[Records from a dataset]
---*---

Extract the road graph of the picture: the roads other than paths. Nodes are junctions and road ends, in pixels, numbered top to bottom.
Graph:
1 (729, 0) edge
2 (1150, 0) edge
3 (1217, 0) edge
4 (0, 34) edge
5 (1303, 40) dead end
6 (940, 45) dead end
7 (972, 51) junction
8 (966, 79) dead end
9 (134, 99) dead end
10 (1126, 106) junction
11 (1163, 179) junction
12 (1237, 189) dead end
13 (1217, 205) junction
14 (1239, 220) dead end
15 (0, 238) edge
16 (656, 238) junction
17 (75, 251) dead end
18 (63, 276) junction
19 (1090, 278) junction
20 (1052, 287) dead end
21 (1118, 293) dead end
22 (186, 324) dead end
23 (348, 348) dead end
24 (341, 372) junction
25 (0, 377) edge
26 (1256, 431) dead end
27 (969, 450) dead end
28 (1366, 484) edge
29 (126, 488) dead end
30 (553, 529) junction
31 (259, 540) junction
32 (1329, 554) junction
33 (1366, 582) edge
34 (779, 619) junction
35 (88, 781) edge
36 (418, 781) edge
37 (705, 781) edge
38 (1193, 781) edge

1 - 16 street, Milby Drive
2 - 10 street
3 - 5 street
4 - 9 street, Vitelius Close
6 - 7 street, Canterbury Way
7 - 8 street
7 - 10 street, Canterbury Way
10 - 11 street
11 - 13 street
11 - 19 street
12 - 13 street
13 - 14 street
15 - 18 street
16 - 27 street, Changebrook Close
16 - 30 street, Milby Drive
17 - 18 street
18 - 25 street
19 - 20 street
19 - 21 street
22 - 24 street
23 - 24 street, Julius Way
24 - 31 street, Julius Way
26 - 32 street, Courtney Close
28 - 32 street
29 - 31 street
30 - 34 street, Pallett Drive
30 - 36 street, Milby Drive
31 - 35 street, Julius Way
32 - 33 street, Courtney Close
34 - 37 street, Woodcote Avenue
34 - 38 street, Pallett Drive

---*---

## TASK
For every line of the data above that contains "Courtney", copy that line.

## SOLUTION BELOW
26 - 32 street, Courtney Close
32 - 33 street, Courtney Close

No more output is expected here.